DATA FOR ANALYSIS:
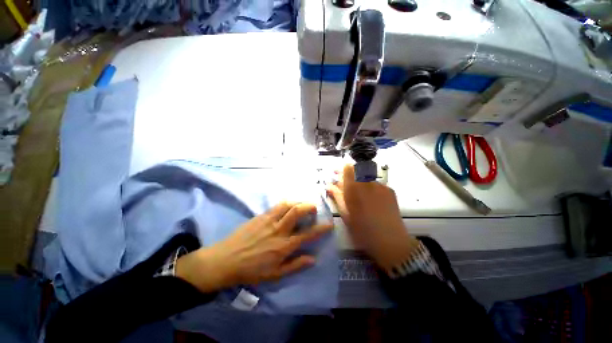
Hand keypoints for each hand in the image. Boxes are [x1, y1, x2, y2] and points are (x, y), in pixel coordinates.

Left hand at [176, 202, 332, 292]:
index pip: (308, 234)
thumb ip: (295, 265)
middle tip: (314, 208)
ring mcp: (269, 220)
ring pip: (287, 205)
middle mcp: (279, 230)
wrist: (226, 260)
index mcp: (284, 246)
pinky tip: (287, 206)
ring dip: (297, 202)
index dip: (321, 228)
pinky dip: (286, 203)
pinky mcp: (260, 216)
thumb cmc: (252, 270)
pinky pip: (276, 206)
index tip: (329, 224)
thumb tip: (313, 258)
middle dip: (309, 206)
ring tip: (301, 205)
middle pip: (297, 212)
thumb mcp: (275, 274)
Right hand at [327, 164, 418, 270]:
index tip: (338, 175)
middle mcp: (368, 182)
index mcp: (354, 188)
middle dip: (350, 175)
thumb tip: (329, 185)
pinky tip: (372, 200)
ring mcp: (381, 185)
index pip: (348, 168)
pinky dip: (371, 187)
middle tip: (347, 185)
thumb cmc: (362, 230)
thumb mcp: (345, 214)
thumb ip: (337, 196)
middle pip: (357, 170)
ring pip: (367, 177)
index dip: (342, 170)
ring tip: (360, 195)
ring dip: (360, 181)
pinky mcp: (390, 190)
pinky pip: (376, 184)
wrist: (390, 241)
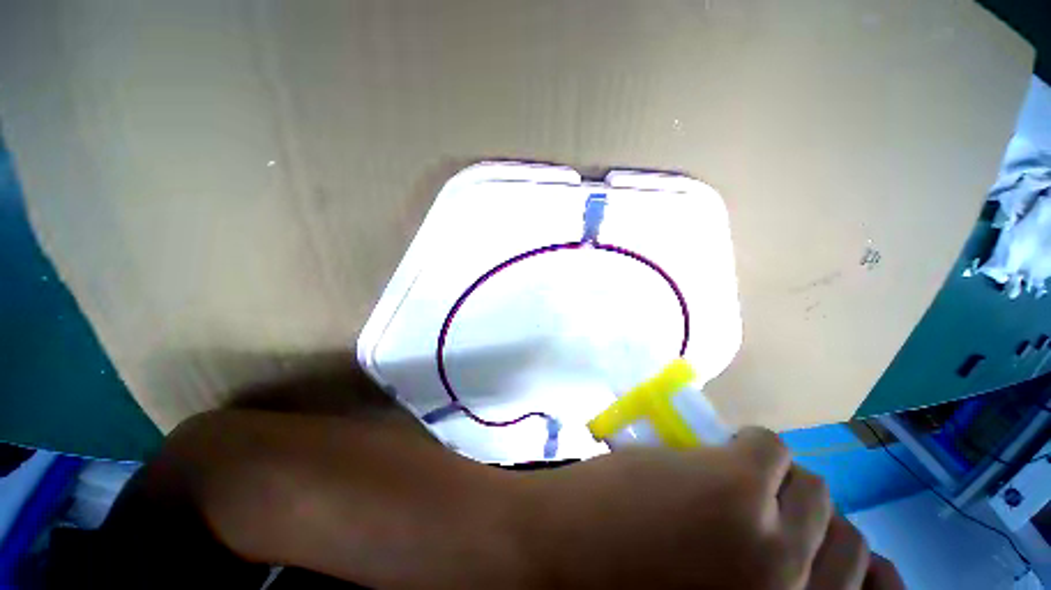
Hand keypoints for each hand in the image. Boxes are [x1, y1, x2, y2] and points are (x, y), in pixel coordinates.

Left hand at [519, 427, 902, 588]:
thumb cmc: (625, 585)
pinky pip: (767, 446)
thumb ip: (758, 584)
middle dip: (807, 513)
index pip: (860, 583)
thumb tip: (790, 549)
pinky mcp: (733, 487)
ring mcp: (769, 541)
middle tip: (767, 502)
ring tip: (739, 476)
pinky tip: (718, 450)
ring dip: (780, 478)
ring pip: (813, 487)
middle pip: (844, 535)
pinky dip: (752, 445)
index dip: (836, 555)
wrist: (555, 557)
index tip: (810, 540)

GOAL OF THE EXERCISE:
Leave the pictures out, and transcribe each of the records exactly.

EXPECTED OUTPUT:
Hand keypoints for each hand in the image. Boxes are [x1, y1, x2, y2] and points are (x, y), in pixel coordinates.

Left hand at [176, 202, 332, 292]:
index pip: (308, 234)
thumb ip: (295, 265)
middle tip: (314, 208)
ring mcp: (269, 220)
ring pip: (287, 205)
middle mcp: (279, 230)
wrist: (226, 260)
index mcp: (284, 246)
pinky tip: (287, 206)
ring dip: (297, 202)
index dip: (321, 228)
pinky dip: (286, 203)
pinky mcp: (260, 216)
thumb cmc: (252, 270)
pinky pip: (276, 206)
index tip: (329, 224)
thumb tip: (313, 258)
middle dip: (309, 206)
ring tip: (301, 205)
middle pip: (297, 212)
thumb mcp: (275, 274)
Right hand at [327, 164, 418, 270]:
index tip: (338, 175)
middle mcp: (368, 182)
index mcp: (354, 188)
middle dip: (350, 175)
thumb tip: (329, 185)
pinky tip: (372, 200)
ring mcp: (381, 185)
index pip: (348, 168)
pinky dip: (371, 187)
middle tip: (347, 185)
thumb cmc: (362, 230)
thumb mcp: (345, 214)
thumb ip: (337, 196)
middle pip: (357, 170)
ring pip: (367, 177)
index dip: (342, 170)
ring tip: (360, 195)
ring dip: (360, 181)
pinky mcp: (390, 190)
pinky pip: (376, 184)
wrist: (390, 241)
Hand keypoints for each hand in the image. Boxes are [x1, y1, x2, y2] and points are (x, y), in pixel coordinates.

Left hand at [519, 427, 902, 588]:
thumb cmc: (625, 585)
pinky pip: (767, 446)
thumb ip: (758, 584)
middle dip: (807, 513)
index pip: (860, 583)
thumb tip: (790, 549)
pinky mcp: (733, 487)
ring mcp: (769, 541)
middle tip: (767, 502)
ring tip: (739, 476)
pinky tip: (718, 450)
ring dip: (780, 478)
ring pip: (813, 487)
middle pip: (844, 535)
pinky dip: (752, 445)
index dip: (836, 555)
wrist: (555, 557)
index tip: (810, 540)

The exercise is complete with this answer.